The houses where I lived growing up (there were many as my parents tended to move us around quite a bit) all had relatively good-sized yards; most big enough to kick a soccer ball around, or even shoot some hoops.
I realize in choosing to make Vancouver my home, the children I hope to raise here one day will likely grow up in different circumstances than I. Like many people in this city, they will live in a condo, without a backyard of their own. For urban children and youth, especially in the age of high-tech gadgets, maintaining parks and green spaces, essentially their "backyards", is of utmost importance for encouraging and maintaining a healthy society.
Thanks to a fabulously beautiful location, and a concerted effort by the park board to maintain and plant trees, Vancouver already has a wonderful network of parks and green spaces. We also have a multitude of indoor recreation facilities, some of which were improved in recent years as our city played host to the 2010 Winter Olympics.
We all know Vancouver has a reputation as an active city; however, there is always more to be done in order to engage involvement in and to create more spaces for recreation.
Two ideas I would like to see considered further both relate to how recreation and community activity are developed in a more holistic manner. The first is to look at more options for outside activity, and the second involves a more efficient use of space.
As soon as the sun is shining in Vancouver, no one wants to be stuck indoors. Running trails, bike paths, and playing fields are all options for enjoying the outside, but how about adding outdoor fitness zones? Park use has increased in the cities where outdoor fitness zones are available, allowing what is typically an indoor activity to transition outside.
Another inexpensive way to get people using parks for fitness is to upgrade and improve some of the old “functional fitness” apparatuses such as pull up and dip bars. Functional fitness is a key buzzword in the fitness community and by providing enhancements to current facilities, as well as stations (with instructions) for sit ups, push ups, squats, et cetera, in parks and along the seawall, more options for outdoor activity will ultimately generate more enjoyment.

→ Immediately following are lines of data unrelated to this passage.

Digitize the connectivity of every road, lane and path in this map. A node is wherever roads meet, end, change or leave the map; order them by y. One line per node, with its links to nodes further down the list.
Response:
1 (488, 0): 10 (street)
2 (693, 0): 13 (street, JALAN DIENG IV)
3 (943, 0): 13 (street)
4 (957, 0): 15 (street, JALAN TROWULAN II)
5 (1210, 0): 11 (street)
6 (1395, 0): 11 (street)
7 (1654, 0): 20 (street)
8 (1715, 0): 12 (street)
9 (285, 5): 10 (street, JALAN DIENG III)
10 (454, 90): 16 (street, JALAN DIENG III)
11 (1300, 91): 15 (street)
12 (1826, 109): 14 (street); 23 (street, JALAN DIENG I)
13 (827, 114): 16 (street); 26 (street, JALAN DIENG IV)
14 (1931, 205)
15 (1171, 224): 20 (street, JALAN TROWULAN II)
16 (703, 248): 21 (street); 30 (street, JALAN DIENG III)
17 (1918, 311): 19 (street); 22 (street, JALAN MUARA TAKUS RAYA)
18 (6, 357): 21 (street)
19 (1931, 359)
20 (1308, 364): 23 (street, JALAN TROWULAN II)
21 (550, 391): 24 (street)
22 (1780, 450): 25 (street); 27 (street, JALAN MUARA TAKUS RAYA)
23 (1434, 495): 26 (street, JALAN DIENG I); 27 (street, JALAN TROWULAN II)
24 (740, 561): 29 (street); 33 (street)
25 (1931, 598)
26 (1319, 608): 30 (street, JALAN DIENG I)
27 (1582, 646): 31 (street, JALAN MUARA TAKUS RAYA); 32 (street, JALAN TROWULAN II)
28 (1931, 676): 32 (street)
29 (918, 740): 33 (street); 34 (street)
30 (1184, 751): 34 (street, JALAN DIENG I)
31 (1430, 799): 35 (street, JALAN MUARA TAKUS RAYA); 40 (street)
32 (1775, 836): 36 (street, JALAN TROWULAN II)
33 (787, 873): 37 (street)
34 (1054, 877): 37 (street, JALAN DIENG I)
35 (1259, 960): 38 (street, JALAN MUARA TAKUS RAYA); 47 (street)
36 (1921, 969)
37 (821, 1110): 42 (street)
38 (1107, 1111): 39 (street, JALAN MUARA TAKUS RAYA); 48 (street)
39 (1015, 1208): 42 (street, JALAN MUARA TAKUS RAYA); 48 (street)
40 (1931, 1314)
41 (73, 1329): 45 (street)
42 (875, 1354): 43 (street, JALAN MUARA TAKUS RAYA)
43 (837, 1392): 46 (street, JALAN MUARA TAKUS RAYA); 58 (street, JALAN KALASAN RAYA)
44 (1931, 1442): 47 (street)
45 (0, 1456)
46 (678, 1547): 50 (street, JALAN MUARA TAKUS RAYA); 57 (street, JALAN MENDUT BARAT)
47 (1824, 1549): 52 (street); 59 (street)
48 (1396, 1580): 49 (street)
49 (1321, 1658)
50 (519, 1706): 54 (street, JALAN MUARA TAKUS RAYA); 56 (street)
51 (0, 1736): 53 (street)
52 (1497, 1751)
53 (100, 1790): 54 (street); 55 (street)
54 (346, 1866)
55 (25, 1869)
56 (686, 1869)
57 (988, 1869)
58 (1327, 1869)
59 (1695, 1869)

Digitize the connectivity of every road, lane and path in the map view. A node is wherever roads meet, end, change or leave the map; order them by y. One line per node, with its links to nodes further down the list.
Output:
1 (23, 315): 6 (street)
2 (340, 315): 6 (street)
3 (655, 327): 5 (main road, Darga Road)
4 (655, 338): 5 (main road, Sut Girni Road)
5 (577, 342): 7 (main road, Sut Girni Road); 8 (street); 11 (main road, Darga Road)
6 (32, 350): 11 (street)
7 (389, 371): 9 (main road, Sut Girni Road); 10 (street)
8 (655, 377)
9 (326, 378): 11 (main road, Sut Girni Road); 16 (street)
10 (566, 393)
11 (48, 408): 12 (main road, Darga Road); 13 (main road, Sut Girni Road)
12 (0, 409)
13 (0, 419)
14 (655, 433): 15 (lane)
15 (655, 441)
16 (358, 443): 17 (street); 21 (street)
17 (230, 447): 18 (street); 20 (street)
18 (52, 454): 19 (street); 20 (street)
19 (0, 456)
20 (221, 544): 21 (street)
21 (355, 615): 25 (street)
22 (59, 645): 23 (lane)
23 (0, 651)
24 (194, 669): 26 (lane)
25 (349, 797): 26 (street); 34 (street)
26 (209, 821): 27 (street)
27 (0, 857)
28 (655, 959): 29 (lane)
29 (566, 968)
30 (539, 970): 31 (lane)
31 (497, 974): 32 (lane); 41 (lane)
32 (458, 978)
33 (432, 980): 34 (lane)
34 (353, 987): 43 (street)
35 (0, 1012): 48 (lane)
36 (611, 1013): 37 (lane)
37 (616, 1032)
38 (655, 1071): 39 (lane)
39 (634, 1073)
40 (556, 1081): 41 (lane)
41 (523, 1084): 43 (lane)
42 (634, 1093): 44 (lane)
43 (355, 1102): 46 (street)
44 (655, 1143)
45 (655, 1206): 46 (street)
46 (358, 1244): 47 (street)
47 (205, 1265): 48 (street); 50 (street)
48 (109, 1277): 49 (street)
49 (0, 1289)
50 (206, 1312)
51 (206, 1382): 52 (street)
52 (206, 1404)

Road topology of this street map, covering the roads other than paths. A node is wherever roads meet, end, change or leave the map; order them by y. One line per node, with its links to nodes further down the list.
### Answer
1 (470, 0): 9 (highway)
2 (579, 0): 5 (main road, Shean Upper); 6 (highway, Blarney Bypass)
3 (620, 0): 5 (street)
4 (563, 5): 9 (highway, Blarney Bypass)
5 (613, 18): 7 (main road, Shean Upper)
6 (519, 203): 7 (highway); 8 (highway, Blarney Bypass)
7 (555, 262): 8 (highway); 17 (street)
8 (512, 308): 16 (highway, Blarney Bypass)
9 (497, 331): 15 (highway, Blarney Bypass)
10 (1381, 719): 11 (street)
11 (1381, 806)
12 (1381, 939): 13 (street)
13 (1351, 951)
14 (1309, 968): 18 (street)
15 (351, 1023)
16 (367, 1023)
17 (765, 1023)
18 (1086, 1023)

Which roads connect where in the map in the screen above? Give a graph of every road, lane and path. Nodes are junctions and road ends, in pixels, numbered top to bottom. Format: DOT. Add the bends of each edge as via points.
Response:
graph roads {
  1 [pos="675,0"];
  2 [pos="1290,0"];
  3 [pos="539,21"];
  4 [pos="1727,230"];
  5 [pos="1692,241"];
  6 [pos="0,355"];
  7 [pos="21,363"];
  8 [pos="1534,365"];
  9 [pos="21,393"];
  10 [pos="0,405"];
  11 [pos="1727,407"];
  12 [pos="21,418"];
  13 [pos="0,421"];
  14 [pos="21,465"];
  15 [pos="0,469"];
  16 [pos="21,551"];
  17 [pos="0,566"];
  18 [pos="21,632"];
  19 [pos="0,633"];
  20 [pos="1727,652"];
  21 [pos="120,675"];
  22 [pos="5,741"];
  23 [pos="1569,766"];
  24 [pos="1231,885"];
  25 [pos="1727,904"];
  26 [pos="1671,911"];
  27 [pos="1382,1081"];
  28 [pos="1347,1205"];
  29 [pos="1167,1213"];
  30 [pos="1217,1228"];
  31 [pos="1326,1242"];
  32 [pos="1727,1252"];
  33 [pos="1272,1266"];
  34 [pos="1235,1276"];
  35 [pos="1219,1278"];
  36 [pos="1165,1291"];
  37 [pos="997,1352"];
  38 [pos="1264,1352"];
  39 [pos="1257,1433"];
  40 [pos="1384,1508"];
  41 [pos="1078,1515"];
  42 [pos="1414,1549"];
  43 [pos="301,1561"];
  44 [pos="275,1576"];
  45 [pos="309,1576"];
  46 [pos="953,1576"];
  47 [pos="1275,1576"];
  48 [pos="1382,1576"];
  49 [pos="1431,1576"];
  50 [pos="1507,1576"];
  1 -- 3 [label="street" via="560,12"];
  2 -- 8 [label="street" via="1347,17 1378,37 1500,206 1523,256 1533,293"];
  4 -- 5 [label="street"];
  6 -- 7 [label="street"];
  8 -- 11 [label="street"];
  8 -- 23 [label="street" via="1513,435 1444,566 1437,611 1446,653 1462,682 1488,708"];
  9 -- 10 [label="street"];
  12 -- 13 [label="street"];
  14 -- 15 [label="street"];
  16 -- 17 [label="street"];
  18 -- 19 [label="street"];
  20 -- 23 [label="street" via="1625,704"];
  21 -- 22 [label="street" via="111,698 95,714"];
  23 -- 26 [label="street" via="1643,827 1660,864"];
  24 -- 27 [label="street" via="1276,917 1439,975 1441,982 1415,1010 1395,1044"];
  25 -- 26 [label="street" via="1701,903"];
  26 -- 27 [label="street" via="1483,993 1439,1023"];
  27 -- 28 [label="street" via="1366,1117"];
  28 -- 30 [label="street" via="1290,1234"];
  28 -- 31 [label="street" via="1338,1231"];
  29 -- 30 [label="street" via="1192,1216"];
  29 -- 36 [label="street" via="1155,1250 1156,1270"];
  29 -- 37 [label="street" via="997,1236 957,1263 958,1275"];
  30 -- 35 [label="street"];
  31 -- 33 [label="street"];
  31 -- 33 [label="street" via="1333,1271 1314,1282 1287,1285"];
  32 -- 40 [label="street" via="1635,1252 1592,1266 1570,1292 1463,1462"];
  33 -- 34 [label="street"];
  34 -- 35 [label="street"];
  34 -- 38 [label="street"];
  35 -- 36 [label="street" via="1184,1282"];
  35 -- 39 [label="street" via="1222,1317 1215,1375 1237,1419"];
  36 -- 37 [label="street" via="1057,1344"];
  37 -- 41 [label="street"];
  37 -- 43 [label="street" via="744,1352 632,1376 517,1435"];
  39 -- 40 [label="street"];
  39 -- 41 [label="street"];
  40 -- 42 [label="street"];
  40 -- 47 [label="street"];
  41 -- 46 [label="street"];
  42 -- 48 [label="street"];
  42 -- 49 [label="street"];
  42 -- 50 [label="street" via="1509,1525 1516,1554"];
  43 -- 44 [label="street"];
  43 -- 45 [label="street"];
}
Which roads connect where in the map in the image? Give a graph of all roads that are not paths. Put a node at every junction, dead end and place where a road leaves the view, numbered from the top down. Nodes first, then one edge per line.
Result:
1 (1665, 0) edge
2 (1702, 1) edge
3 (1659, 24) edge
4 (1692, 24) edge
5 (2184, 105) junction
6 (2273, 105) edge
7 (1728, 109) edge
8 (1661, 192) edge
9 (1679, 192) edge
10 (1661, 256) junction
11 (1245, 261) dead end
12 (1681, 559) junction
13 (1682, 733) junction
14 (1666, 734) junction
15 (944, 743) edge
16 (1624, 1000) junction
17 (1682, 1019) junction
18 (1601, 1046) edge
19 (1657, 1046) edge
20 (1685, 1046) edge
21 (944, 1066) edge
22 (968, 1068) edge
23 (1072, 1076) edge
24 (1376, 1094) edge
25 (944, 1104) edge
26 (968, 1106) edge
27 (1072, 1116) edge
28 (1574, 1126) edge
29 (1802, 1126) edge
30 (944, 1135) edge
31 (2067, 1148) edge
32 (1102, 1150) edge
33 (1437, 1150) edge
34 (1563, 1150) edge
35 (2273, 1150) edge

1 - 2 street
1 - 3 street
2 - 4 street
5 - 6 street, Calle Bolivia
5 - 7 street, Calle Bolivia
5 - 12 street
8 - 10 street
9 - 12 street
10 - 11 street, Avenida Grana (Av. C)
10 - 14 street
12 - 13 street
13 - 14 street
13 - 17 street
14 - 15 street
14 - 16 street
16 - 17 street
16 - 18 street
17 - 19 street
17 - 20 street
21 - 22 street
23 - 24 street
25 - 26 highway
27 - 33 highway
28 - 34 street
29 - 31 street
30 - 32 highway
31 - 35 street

In a rapidly expanding city, like Vancouver, we have to be cognizant of our use of space. As a competitive CrossFit athlete, I am amazed at how my fitness community uses laneways, parking lots, and alleyways for fitness. We do sprints, push sleds, move weight in areas which are typically neglected and underused. Vancouver is now following other cities by including within the community plans efforts to beautify and make use of forgotten urban spaces.
As small-space city dwellers, it is up to us to creatively think about what improvements we can make to our beautiful city by re-imagining our "backyard" parks and creating new spaces for community interaction.